ちなみに中国の山羊のうち、チベットや内モンゴル自治区、新疆ウイグル自治区などではカシミヤヤギが育てられているそうです。カシミヤといえば非常に稀少で価値が高く、高級なセーターやマフラーなどで使われているので聞いたことがあるかもしれませんね。
砂漠地帯とヒマラヤ周辺以外を見てみると、メインとなる農作物が大きく
- 北部:小麦・大豆などの畑作
- 南部:稲作や茶の栽培
に分かれているのが分かります。これは料理にも表れていて、現在でも中国の主食は北部が小麦メインの饅頭(マントー)、南部が米メインとなっているようです。特に最南部では暖かく水が豊富で二期作が行われるほど稲作が盛んです。
それぞれの作物の特徴とは?
近年では品種改良を重ねて寒さに強い米が作られるようになりましたが、元々米は暖かくて水の多い場所が原産の植物です。

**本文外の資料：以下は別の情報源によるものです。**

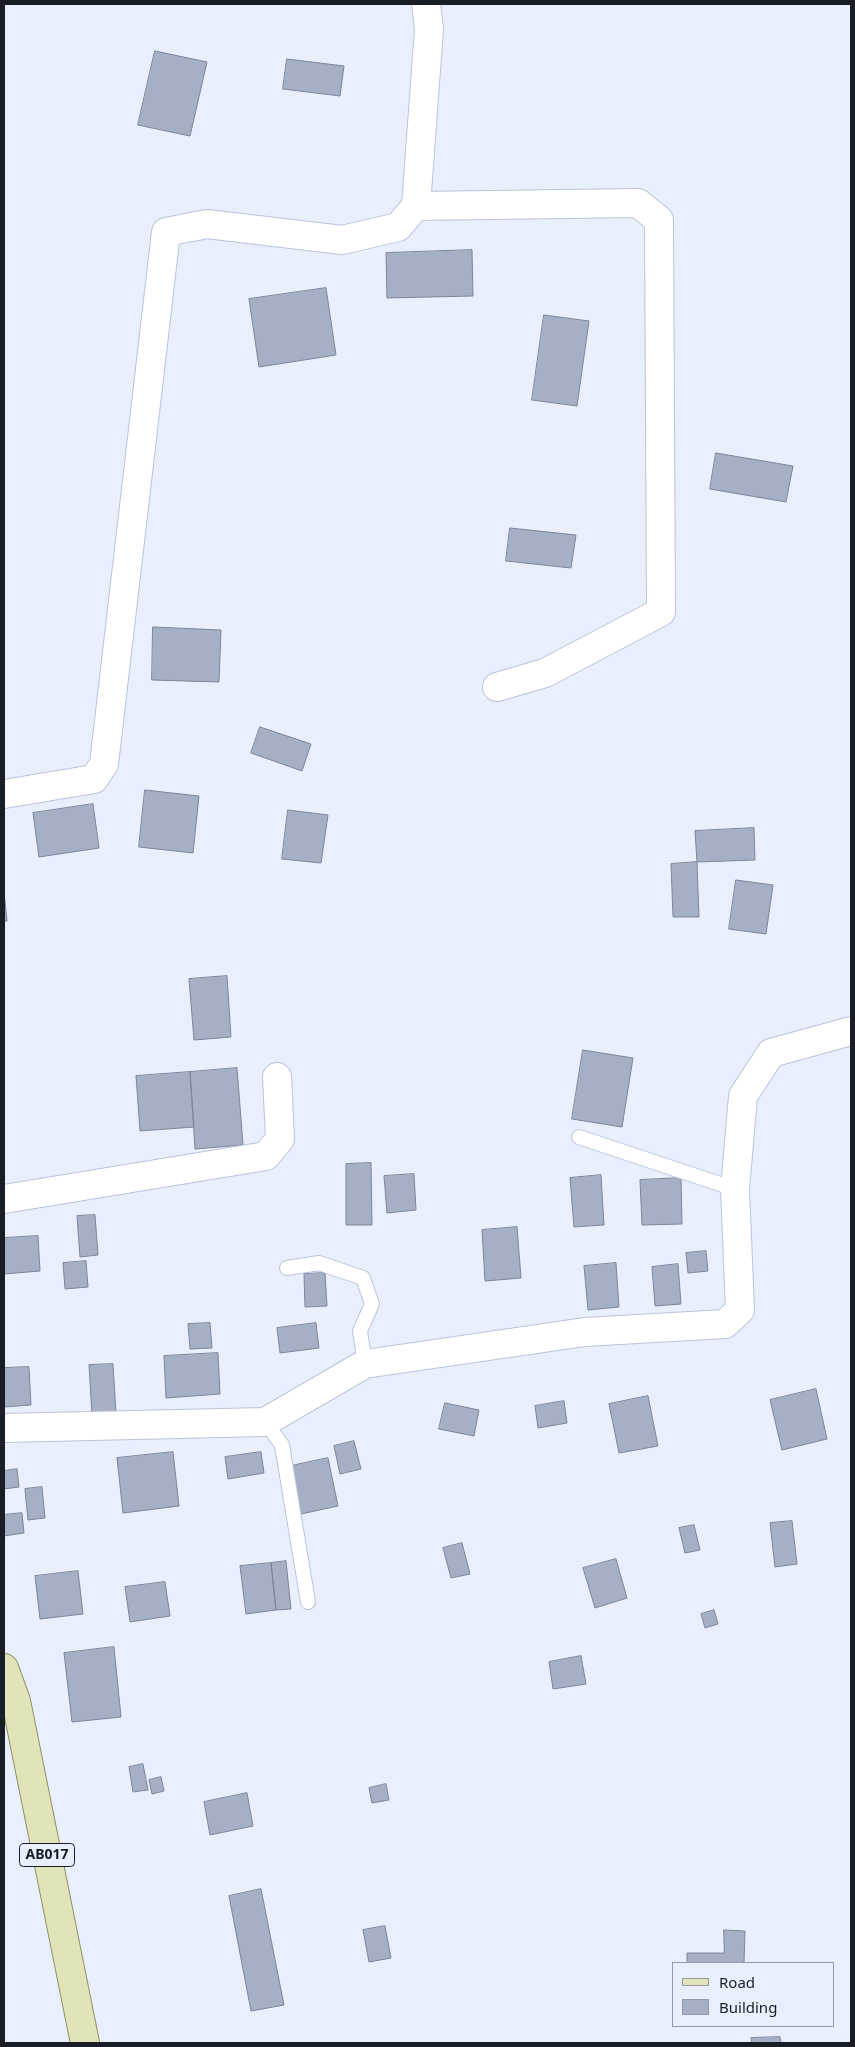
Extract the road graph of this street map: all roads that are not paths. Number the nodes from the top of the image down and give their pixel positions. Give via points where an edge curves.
1 (426, 4) edge
2 (416, 206) junction
3 (497, 686) dead end
4 (4, 794) edge
5 (851, 1031) edge
6 (276, 1077) dead end
7 (579, 1137) dead end
8 (735, 1190) junction
9 (4, 1199) edge
10 (288, 1268) dead end
11 (365, 1364) junction
12 (265, 1422) junction
13 (4, 1428) edge
14 (308, 1602) dead end
15 (4, 1668) edge
16 (10, 1701) edge
17 (84, 2043) edge

1 - 2 street via 429,30
2 - 3 street via 638,203 659,220 660,612 545,673
2 - 4 street via 398,227 342,240 207,224 166,232 104,764 94,779
5 - 8 street via 771,1053 743,1096
6 - 9 street via 280,1140 266,1156
7 - 8 lane
8 - 11 street via 740,1310 725,1324 585,1332
10 - 11 lane via 319,1263 362,1278 372,1304 360,1331
11 - 12 street
12 - 13 street
12 - 14 lane via 282,1445
15 - 16 main road, AB017
16 - 17 main road, AB017

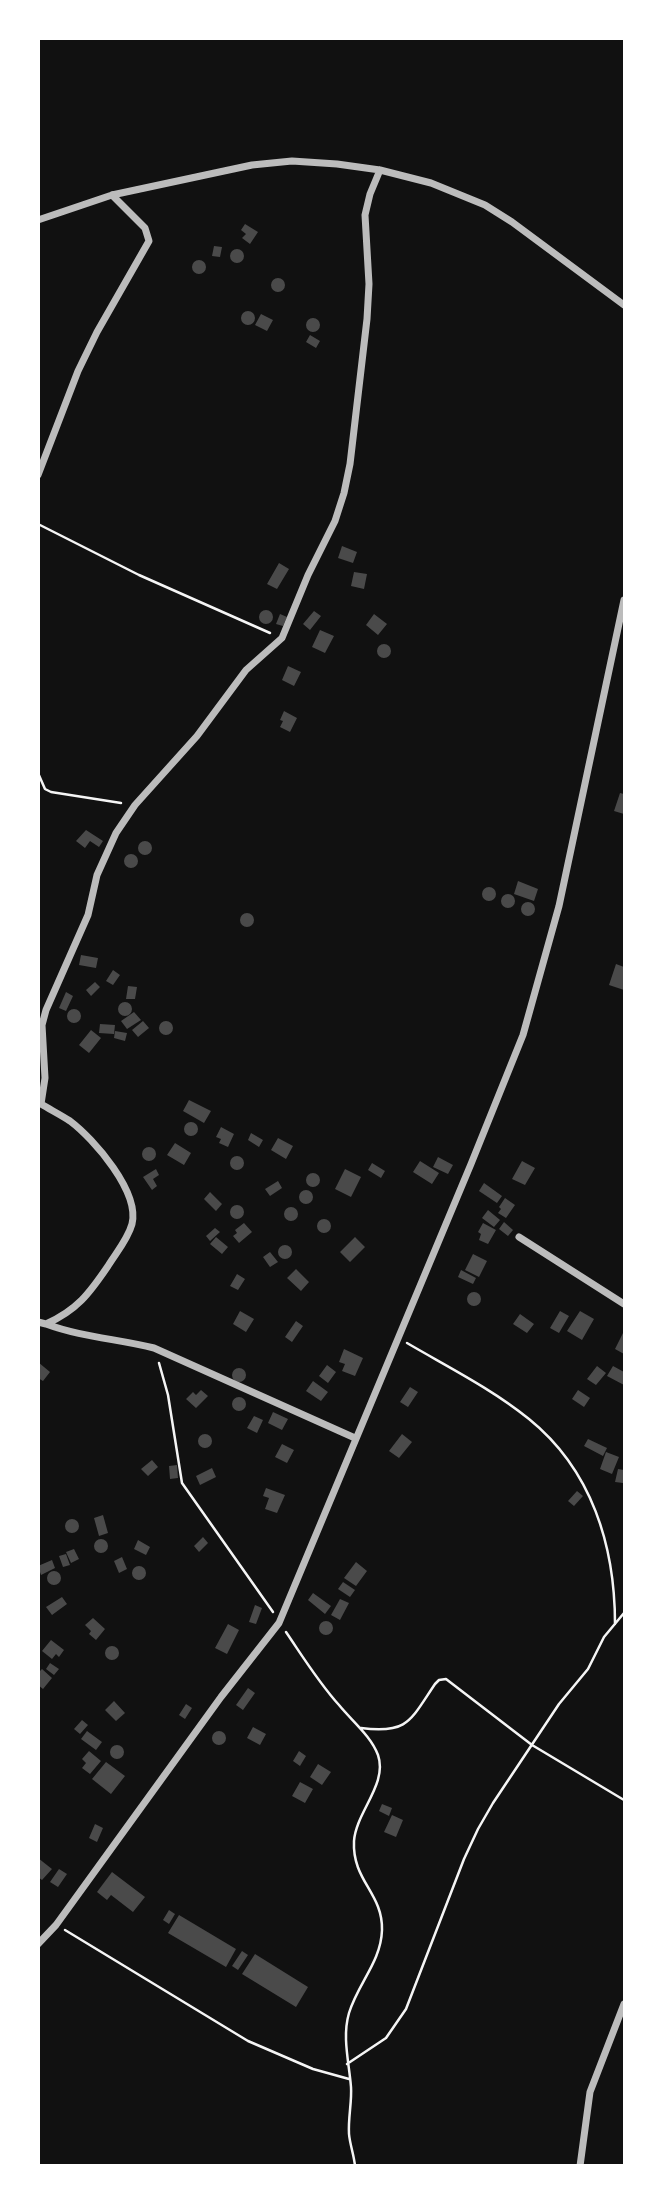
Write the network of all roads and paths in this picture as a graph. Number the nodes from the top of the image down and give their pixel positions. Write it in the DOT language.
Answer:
graph roads {
  1 [pos="380,170"];
  2 [pos="112,195"];
  3 [pos="38,220"];
  4 [pos="625,305"];
  5 [pos="38,475"];
  6 [pos="38,524"];
  7 [pos="625,600"];
  8 [pos="282,638"];
  9 [pos="38,773"];
  10 [pos="135,805"];
  11 [pos="519,1237"];
  12 [pos="625,1304"];
  13 [pos="42,1323"];
  14 [pos="399,1338"];
  15 [pos="154,1348"];
  16 [pos="355,1438"];
  17 [pos="625,1613"];
  18 [pos="279,1623"];
  19 [pos="615,1624"];
  20 [pos="360,1728"];
  21 [pos="532,1745"];
  22 [pos="625,1800"];
  23 [pos="56,1925"];
  24 [pos="38,1944"];
  25 [pos="625,2004"];
  26 [pos="347,2064"];
  27 [pos="350,2080"];
  28 [pos="355,2165"];
  29 [pos="580,2165"];
  1 -- 2 [label="street"];
  1 -- 4 [label="street"];
  1 -- 8 [label="street"];
  2 -- 3 [label="street"];
  2 -- 5 [label="street"];
  6 -- 8 [label="path"];
  7 -- 14 [label="street"];
  8 -- 10 [label="street"];
  9 -- 10 [label="path"];
  10 -- 13 [label="street"];
  11 -- 12 [label="street"];
  13 -- 15 [label="street"];
  14 -- 16 [label="street"];
  14 -- 19 [label="path"];
  15 -- 16 [label="street"];
  15 -- 18 [label="path"];
  16 -- 18 [label="street"];
  17 -- 19 [label="path"];
  18 -- 20 [label="path"];
  18 -- 23 [label="street"];
  19 -- 21 [label="path"];
  20 -- 21 [label="path"];
  20 -- 26 [label="path"];
  21 -- 22 [label="path"];
  21 -- 26 [label="path"];
  23 -- 24 [label="street"];
  23 -- 27 [label="path"];
  25 -- 29 [label="street"];
  26 -- 27 [label="path"];
  27 -- 28 [label="path"];
}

米にも種類がありますが、約一万年前の長江流域でも見つかっていたジャポニカ米は温暖で湿潤な気候の地域や夏場に割と高温になるような亜寒帯の気候の下で作られています。中国南部の気候に合致しています。ちなみにジャポニカ米は日本にいたらなじみ深いお米です。
お茶も日本だと静岡や鹿児島(長年ランキング1位だった静岡でしたが2020年は鹿児島に抜かれてしまいました)が有名ですが、両県以外のベスト10の中に九州の県が4つも入っていることから分かるように、暖かい場所で栽培されています。
中国でも暖かい場所で作られているのは同様で、茶の知識を記した唐代の文筆家・陸羽は『茶経』という書物の中でお茶の樹を「南方の嘉木」と記しているほど。とは言え、中国でもお茶は広く一般的に飲まれているので近年では結構北の方でも作られるようになっているようです。
小麦は分かりやすいパン食の地域(ヨーロッパ)から連想したら分かるように…大豆はロシアやウクライナでも生産できるほど涼しい場所でも栽培可能なように、冬場寒くなるような場所でも栽培が可能です。ということで北部では小麦や大豆が多く作られています。
更に東北部では別の食料獲得手段として(現代では定住化が進んでそのような生活はなかなかお目にかかれませんが)狩猟・採集・漁労で生活を営む人々がいたそうです。
コーリャン(別名:モロコシ、原産国:エチオピアが有力)やトウモロコシ(原産国:南米)は後世になってから入ってきましたが、現在では広く生産されるようになっています。